Quant à la dernière partie du texte de cette stèle qui fait allusion, dans la traduction fournie par le site web du Louvre [7], à des produits qui fondent, ces produits sont des pigments et non des pierres : « Je sais faire des pigments, des produits qui fondent sans que le feu les brûle, et en outre insolubles à l’eau ». L’égyptologue Bernard Mathieu donne une traduction [6] se rapprochant de celle proposée par le Louvre : « Je connais (l‘art de) fabriquer les pâtes colorées et les enduits (?), sans laisser le feu les brûler et, de plus, insolubles à l’eau« .

Dans le texte de cette stèle, le chef artisan Irtysen, qui est aussi scribe et sculpteur, ne décrit pas la technique de fabrication de statues en pierres synthétiques, ni même une technique en particulier mais énumère simplement les différentes techniques qu’il maîtrise, celle des pierres de synthèse n’en faisant manifestement pas partie.

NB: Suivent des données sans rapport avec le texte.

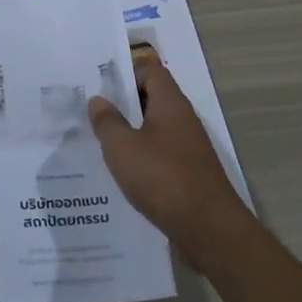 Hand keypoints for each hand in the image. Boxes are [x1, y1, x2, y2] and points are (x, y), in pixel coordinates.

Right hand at [89, 58, 254, 269]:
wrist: (209, 230)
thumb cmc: (163, 178)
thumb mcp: (123, 147)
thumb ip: (107, 121)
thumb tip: (98, 100)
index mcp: (170, 104)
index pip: (150, 71)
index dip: (125, 72)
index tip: (99, 85)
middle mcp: (183, 120)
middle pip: (152, 99)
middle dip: (123, 104)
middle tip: (92, 112)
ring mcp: (188, 148)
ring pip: (154, 129)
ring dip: (130, 133)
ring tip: (99, 142)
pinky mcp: (189, 174)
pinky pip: (160, 155)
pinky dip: (141, 158)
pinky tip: (121, 174) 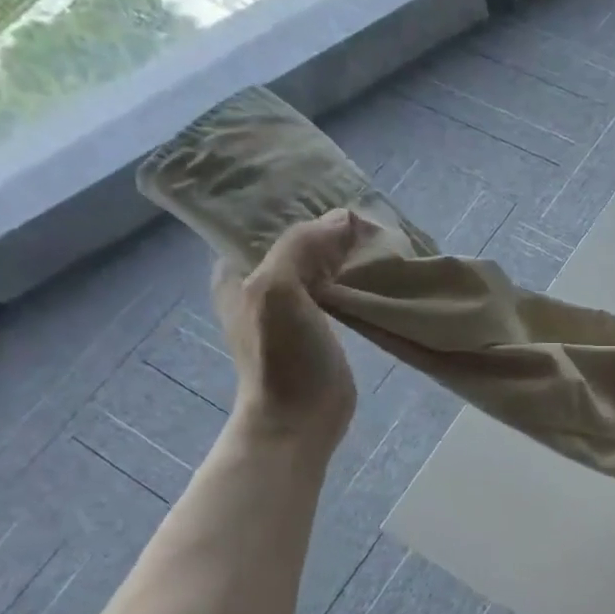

Par conséquent, rien ne nous permet d’affirmer, en consultant cette stèle d’Irtysen, que cet artisan maîtrisait la technique de la pierre coulée (géopolymères).

La stèle de la famine

Selon ce professeur [1], cette stèle contient des hiéroglyphes désignant soit des roches et des minéraux, soit leurs procédés de transformation.

La stèle de la famine est un texte de 32 colonnes gravé sur un rocher de l’île de Séhel. Cette stèle évoque une famine qui s’installa durant 7 années à cause d’une perturbation de la crue du Nil.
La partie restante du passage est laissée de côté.